## Records contained in a dataset

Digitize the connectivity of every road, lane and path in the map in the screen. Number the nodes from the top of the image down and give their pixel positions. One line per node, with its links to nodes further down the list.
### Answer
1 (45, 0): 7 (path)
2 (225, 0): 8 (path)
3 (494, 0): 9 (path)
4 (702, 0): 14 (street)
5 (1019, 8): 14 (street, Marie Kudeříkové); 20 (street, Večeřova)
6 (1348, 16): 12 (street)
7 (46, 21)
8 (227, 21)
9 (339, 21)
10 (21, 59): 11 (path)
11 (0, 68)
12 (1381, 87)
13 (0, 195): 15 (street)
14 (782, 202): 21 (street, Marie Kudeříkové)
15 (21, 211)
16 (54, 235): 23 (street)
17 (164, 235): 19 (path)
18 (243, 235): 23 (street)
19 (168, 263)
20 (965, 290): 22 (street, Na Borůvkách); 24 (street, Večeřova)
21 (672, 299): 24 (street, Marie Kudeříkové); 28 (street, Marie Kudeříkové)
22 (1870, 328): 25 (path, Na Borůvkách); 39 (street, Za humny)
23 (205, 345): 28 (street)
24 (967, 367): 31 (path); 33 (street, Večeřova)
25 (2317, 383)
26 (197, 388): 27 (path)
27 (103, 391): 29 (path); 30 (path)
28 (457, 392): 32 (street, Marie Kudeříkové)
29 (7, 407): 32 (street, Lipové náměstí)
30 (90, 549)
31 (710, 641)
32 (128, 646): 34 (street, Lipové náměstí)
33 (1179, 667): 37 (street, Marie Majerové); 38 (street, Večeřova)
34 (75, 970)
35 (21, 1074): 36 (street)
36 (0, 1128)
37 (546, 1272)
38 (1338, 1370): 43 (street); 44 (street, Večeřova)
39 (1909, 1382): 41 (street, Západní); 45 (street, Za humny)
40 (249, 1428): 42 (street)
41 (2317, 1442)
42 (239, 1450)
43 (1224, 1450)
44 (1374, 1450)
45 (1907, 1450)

## What the task requires
The answer is each line from the entries above in which the word "path" occurs.

## Result of this exercise
Digitize the connectivity of every road, lane and path in the map in the screen. Number the nodes from the top of the image down and give their pixel positions. One line per node, with its links to nodes further down the list.
1 (45, 0): 7 (path)
2 (225, 0): 8 (path)
3 (494, 0): 9 (path)
10 (21, 59): 11 (path)
17 (164, 235): 19 (path)
22 (1870, 328): 25 (path, Na Borůvkách); 39 (street, Za humny)
24 (967, 367): 31 (path); 33 (street, Večeřova)
26 (197, 388): 27 (path)
27 (103, 391): 29 (path); 30 (path)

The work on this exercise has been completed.